I note that Edit Definition (meta-dot) in SLIME is inaccurate in positioning "point" when the buffer(file) has been modified by adding, removing or rearranging parts of the buffer(file).
I recognize that this is, in general, a difficult problem.
Is the "pragmatic solution" to do "Compile/Load File" when changes to the buffer make the source code location information useless?
Back in the "good old days" with (1mhz) Symbolics Lisp Machines and the ZWEI editor, "buffer sectionization" did a pretty good job of keeping track of the source code locations. This allowed top level white-space and modifications of function defintions to be made without losing track of the source code location.
Are there any thoughts about makeing slime.el smarter about changes to the Lisp source code?
Lynn Quam quam@ai.sri.com writes:
Back in the "good old days" with (1mhz) Symbolics Lisp Machines and the ZWEI editor, "buffer sectionization" did a pretty good job of keeping track of the source code locations. This allowed top level white-space and modifications of function defintions to be made without losing track of the source code location.
How does that work?
Are there any thoughts about makeing slime.el smarter about changes to the Lisp source code?

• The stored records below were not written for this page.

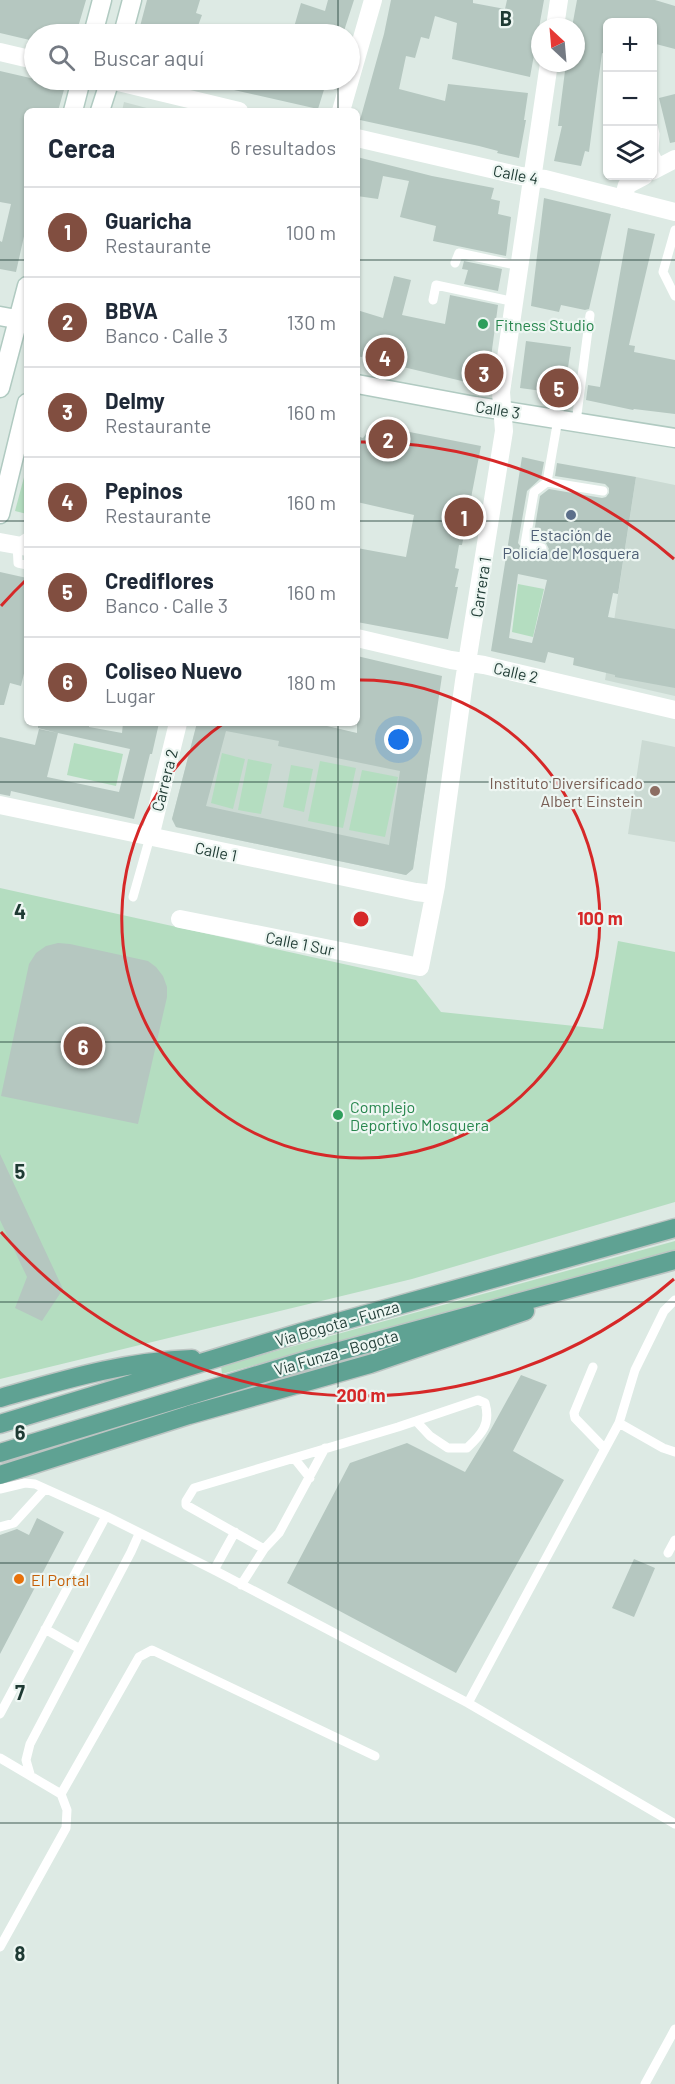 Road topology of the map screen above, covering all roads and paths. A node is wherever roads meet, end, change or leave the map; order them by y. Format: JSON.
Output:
{"nodes":[{"id":1,"x":102,"y":0,"type":"edge"},
{"id":2,"x":132,"y":0,"type":"edge"},
{"id":3,"x":373,"y":0,"type":"edge"},
{"id":4,"x":559,"y":0,"type":"edge"},
{"id":5,"x":556,"y":18,"type":"edge"},
{"id":6,"x":96,"y":24,"type":"edge"},
{"id":7,"x":126,"y":24,"type":"edge"},
{"id":8,"x":360,"y":45,"type":"edge"},
{"id":9,"x":0,"y":52,"type":"edge"},
{"id":10,"x":24,"y":58,"type":"edge"},
{"id":11,"x":548,"y":72,"type":"edge"},
{"id":12,"x":78,"y":90,"type":"edge"},
{"id":13,"x":107,"y":90,"type":"edge"},
{"id":14,"x":152,"y":90,"type":"edge"},
{"id":15,"x":347,"y":90,"type":"edge"},
{"id":16,"x":74,"y":108,"type":"edge"},
{"id":17,"x":101,"y":108,"type":"edge"},
{"id":18,"x":227,"y":108,"type":"edge"},
{"id":19,"x":342,"y":108,"type":"edge"},
{"id":20,"x":653,"y":126,"type":"edge"},
{"id":21,"x":360,"y":139,"type":"edge"},
{"id":22,"x":663,"y":166,"type":"edge"},
{"id":23,"x":532,"y":177,"type":"junction"},
{"id":24,"x":636,"y":180,"type":"edge"},
{"id":25,"x":623,"y":199,"type":"junction"},
{"id":26,"x":675,"y":212,"type":"edge"},
{"id":27,"x":675,"y":230,"type":"edge"},
{"id":28,"x":455,"y":263,"type":"dead end"},
{"id":29,"x":520,"y":266,"type":"junction"},
{"id":30,"x":675,"y":296,"type":"edge"},
{"id":31,"x":433,"y":300,"type":"dead end"},
{"id":32,"x":515,"y":302,"type":"junction"},
{"id":33,"x":590,"y":315,"type":"dead end"},
{"id":34,"x":0,"y":316,"type":"edge"},
{"id":35,"x":23,"y":320,"type":"edge"},
{"id":36,"x":360,"y":385,"type":"edge"},
{"id":37,"x":0,"y":388,"type":"edge"},
{"id":38,"x":502,"y":410,"type":"junction"},
{"id":39,"x":24,"y":415,"type":"edge"},
{"id":40,"x":567,"y":421,"type":"junction"},
{"id":41,"x":675,"y":438,"type":"edge"},
{"id":42,"x":547,"y":482,"type":"junction"},
{"id":43,"x":603,"y":491,"type":"dead end"},
{"id":44,"x":0,"y":514,"type":"edge"},
{"id":45,"x":18,"y":543,"type":"edge"},
{"id":46,"x":542,"y":548,"type":"dead end"},
{"id":47,"x":24,"y":564,"type":"edge"},
{"id":48,"x":360,"y":639,"type":"edge"},
{"id":49,"x":467,"y":663,"type":"junction"},
{"id":50,"x":675,"y":710,"type":"edge"},
{"id":51,"x":177,"y":726,"type":"edge"},
{"id":52,"x":0,"y":805,"type":"edge"},
{"id":53,"x":150,"y":837,"type":"junction"},
{"id":54,"x":433,"y":894,"type":"junction"},
{"id":55,"x":133,"y":897,"type":"dead end"},
{"id":56,"x":180,"y":919,"type":"dead end"},
{"id":57,"x":420,"y":967,"type":"joint"},
{"id":58,"x":675,"y":1228,"type":"edge"},
{"id":59,"x":675,"y":1260,"type":"edge"},
{"id":60,"x":618,"y":1276,"type":"junction"},
{"id":61,"x":675,"y":1300,"type":"edge"},
{"id":62,"x":220,"y":1358,"type":"junction"},
{"id":63,"x":593,"y":1367,"type":"dead end"},
{"id":64,"x":0,"y":1398,"type":"edge"},
{"id":65,"x":416,"y":1421,"type":"junction"},
{"id":66,"x":619,"y":1423,"type":"junction"},
{"id":67,"x":0,"y":1424,"type":"edge"},
{"id":68,"x":325,"y":1448,"type":"junction"},
{"id":69,"x":605,"y":1449,"type":"junction"},
{"id":70,"x":675,"y":1452,"type":"edge"},
{"id":71,"x":0,"y":1453,"type":"edge"},
{"id":72,"x":294,"y":1458,"type":"junction"},
{"id":73,"x":0,"y":1475,"type":"edge"},
{"id":74,"x":310,"y":1478,"type":"junction"},
{"id":75,"x":0,"y":1489,"type":"edge"},
{"id":76,"x":45,"y":1489,"type":"junction"},
{"id":77,"x":106,"y":1516,"type":"junction"},
{"id":78,"x":0,"y":1527,"type":"edge"},
{"id":79,"x":235,"y":1532,"type":"junction"},
{"id":80,"x":139,"y":1534,"type":"junction"},
{"id":81,"x":675,"y":1540,"type":"edge"},
{"id":82,"x":264,"y":1549,"type":"junction"},
{"id":83,"x":668,"y":1553,"type":"dead end"},
{"id":84,"x":214,"y":1570,"type":"junction"},
{"id":85,"x":241,"y":1584,"type":"junction"},
{"id":86,"x":45,"y":1629,"type":"junction"},
{"id":87,"x":80,"y":1649,"type":"junction"},
{"id":88,"x":468,"y":1703,"type":"junction"},
{"id":89,"x":0,"y":1714,"type":"edge"},
{"id":90,"x":375,"y":1756,"type":"dead end"},
{"id":91,"x":0,"y":1758,"type":"edge"},
{"id":92,"x":30,"y":1774,"type":"junction"},
{"id":93,"x":61,"y":1794,"type":"junction"},
{"id":94,"x":675,"y":1824,"type":"edge"},
{"id":95,"x":0,"y":1947,"type":"edge"},
{"id":96,"x":675,"y":2029,"type":"edge"},
{"id":97,"x":645,"y":2084,"type":"edge"}],
"edges":[{"from":1,"to":6,"type":"street"},
{"from":2,"to":7,"type":"street"},
{"from":3,"to":8,"type":"street"},
{"from":4,"to":5,"type":"street"},
{"from":9,"to":10,"type":"street"},
{"from":11,"to":23,"type":"street","name":"Carrera 1"},
{"from":12,"to":16,"type":"street"},
{"from":13,"to":17,"type":"street"},
{"from":14,"to":18,"type":"street"},
{"from":15,"to":19,"type":"street"},
{"from":20,"to":22,"type":"lane"},
{"from":21,"to":23,"type":"street","name":"Calle 4"},
{"from":23,"to":25,"type":"street","name":"Calle 4"},
{"from":23,"to":29,"type":"street","name":"Carrera 1"},
{"from":24,"to":25,"type":"street"},
{"from":25,"to":26,"type":"street","name":"Calle 4"},
{"from":27,"to":30,"type":"lane"},
{"from":28,"to":29,"type":"lane"},
{"from":29,"to":32,"type":"street","name":"Carrera 1"},
{"from":31,"to":32,"type":"lane"},
{"from":32,"to":38,"type":"street","name":"Carrera 1"},
{"from":33,"to":40,"type":"lane"},
{"from":34,"to":35,"type":"street"},
{"from":35,"to":37,"type":"street"},
{"from":36,"to":38,"type":"street","name":"Calle 3"},
{"from":38,"to":40,"type":"street","name":"Calle 3"},
{"from":38,"to":49,"type":"street","name":"Carrera 1"},
{"from":39,"to":44,"type":"street"},
{"from":40,"to":41,"type":"street","name":"Calle 3"},
{"from":40,"to":42,"type":"lane"},
{"from":42,"to":43,"type":"lane"},
{"from":42,"to":46,"type":"lane"},
{"from":45,"to":47,"type":"lane"},
{"from":48,"to":49,"type":"street","name":"Calle 2"},
{"from":49,"to":50,"type":"street","name":"Calle 2"},
{"from":49,"to":54,"type":"street","name":"Carrera 1"},
{"from":51,"to":53,"type":"street","name":"Carrera 2"},
{"from":52,"to":53,"type":"street","name":"Calle 1"},
{"from":53,"to":54,"type":"street","name":"Calle 1"},
{"from":53,"to":55,"type":"lane"},
{"from":54,"to":57,"type":"street","name":"Carrera 1"},
{"from":56,"to":57,"type":"street","name":"Calle 1 Sur"},
{"from":58,"to":62,"type":"main road","name":"Vía Bogota - Funza"},
{"from":59,"to":60,"type":"main road","name":"Vía Funza - Bogota"},
{"from":60,"to":71,"type":"main road","name":"Vía Funza - Bogota"},
{"from":60,"to":73,"type":"main road"},
{"from":61,"to":66,"type":"lane"},
{"from":62,"to":64,"type":"main road"},
{"from":62,"to":67,"type":"main road","name":"Vía Bogota - Funza"},
{"from":63,"to":69,"type":"lane"},
{"from":65,"to":65,"type":"lane"},
{"from":65,"to":68,"type":"lane"},
{"from":66,"to":69,"type":"lane"},
{"from":66,"to":70,"type":"lane"},
{"from":68,"to":72,"type":"lane"},
{"from":68,"to":74,"type":"lane"},
{"from":69,"to":88,"type":"lane"},
{"from":72,"to":74,"type":"lane"},
{"from":72,"to":79,"type":"lane"},
{"from":74,"to":82,"type":"lane"},
{"from":75,"to":76,"type":"lane"},
{"from":76,"to":77,"type":"lane"},
{"from":76,"to":78,"type":"lane"},
{"from":77,"to":80,"type":"lane"},
{"from":77,"to":86,"type":"lane"},
{"from":79,"to":82,"type":"lane"},
{"from":79,"to":84,"type":"lane"},
{"from":80,"to":84,"type":"lane"},
{"from":80,"to":87,"type":"lane"},
{"from":81,"to":83,"type":"lane"},
{"from":82,"to":85,"type":"lane"},
{"from":84,"to":85,"type":"lane"},
{"from":85,"to":88,"type":"lane"},
{"from":86,"to":87,"type":"lane"},
{"from":86,"to":89,"type":"lane"},
{"from":87,"to":92,"type":"lane"},
{"from":88,"to":94,"type":"lane"},
{"from":90,"to":93,"type":"lane"},
{"from":91,"to":92,"type":"lane"},
{"from":92,"to":93,"type":"lane"},
{"from":93,"to":95,"type":"lane"},
{"from":96,"to":97,"type":"lane"}]}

In the past we've talked about it at little over at - http://lists.metacircles.com/pipermail/navel/2003-October/thread.html
The floor is open though. It's an important problem and so far we have no solution. We have the added complication that source location references are handled very differently between Lisp implementations.
-Luke
Ahoy,
I've hacked M-. in CMUCL to handle some cases of file/buffer modification better. Some of the mechanism is generic and might be useful for more backends in future.
I've tested all the cases I can think of and checked it in. I haven't given it as much real-usage testing as I'd like but I'm in a hurry to free up my sunday for beer drinking :-)
Background: The Lisp side of M-. in CMUCL works by finding out the filename and "source path" of the definition and then opening the file and doing some special READ-magic to find the exact character position of the definition. It then sends this position to Emacs, which does a `goto-char' to get there. This works extremely well if neither the file nor the Emacs buffer are modified, but otherwise it gets in trouble.
First consider the case where the source file hasn't been changed but the Emacs buffer has. The new idea is: since Lisp pulls up the source and finds the exact right position, how about grabbing the opening snippet of the function (a hundred bytes, say) and sending it to Emacs as a "hint"? Then Emacs can jump to the hopefully-right position and then do a bi-directional isearch for the longest match of the actual function prelude.
This seems to work very well. It's based on the seemingly reasonably assumption that if the definition of BAR started with "(define-foo bar ..." before then it probably still does now. The same trick is used for interactively compiled definitions.
This solution seems near ideal, but it does only work when Lisp can find the source file version that the code was compiled from. If it ever finds such a version then it caches the whole file in the Lisp image so that the next `C-x C-s' won't spoil the fun. Files will go into the cache the first time you M-. into them -- probably it would be better to suck them in as soon as they enter slime-mode, but I haven't tried that yet.
Now for the case where the file on disk has been changed. Source-paths can tollerate a bit of this but it does get nasty easily, e.g. M-. on CMUCL symbols usually doesn't work for me because I run random binaries but always against the CVS sources, and usually land one or two defuns away from the real definition.
For this case it now just detects that the file is modified and falls back to regexp-based search, the same way e.g. the OpenMCL backend works. This seems to work pretty well. I also tweaked the regexps a bit, hopefully for the better.
With luck this will make M-. going to the wrong place a rare occurence for CMUCL users. If problems persist then please let us know!
Cheers, Luke
Luke Gorrie wrote:
First consider the case where the source file hasn't been changed but the Emacs buffer has. The new idea is: since Lisp pulls up the source and finds the exact right position, how about grabbing the opening snippet of the function (a hundred bytes, say) and sending it to Emacs as a "hint"? Then Emacs can jump to the hopefully-right position and then do a bi-directional isearch for the longest match of the actual function prelude.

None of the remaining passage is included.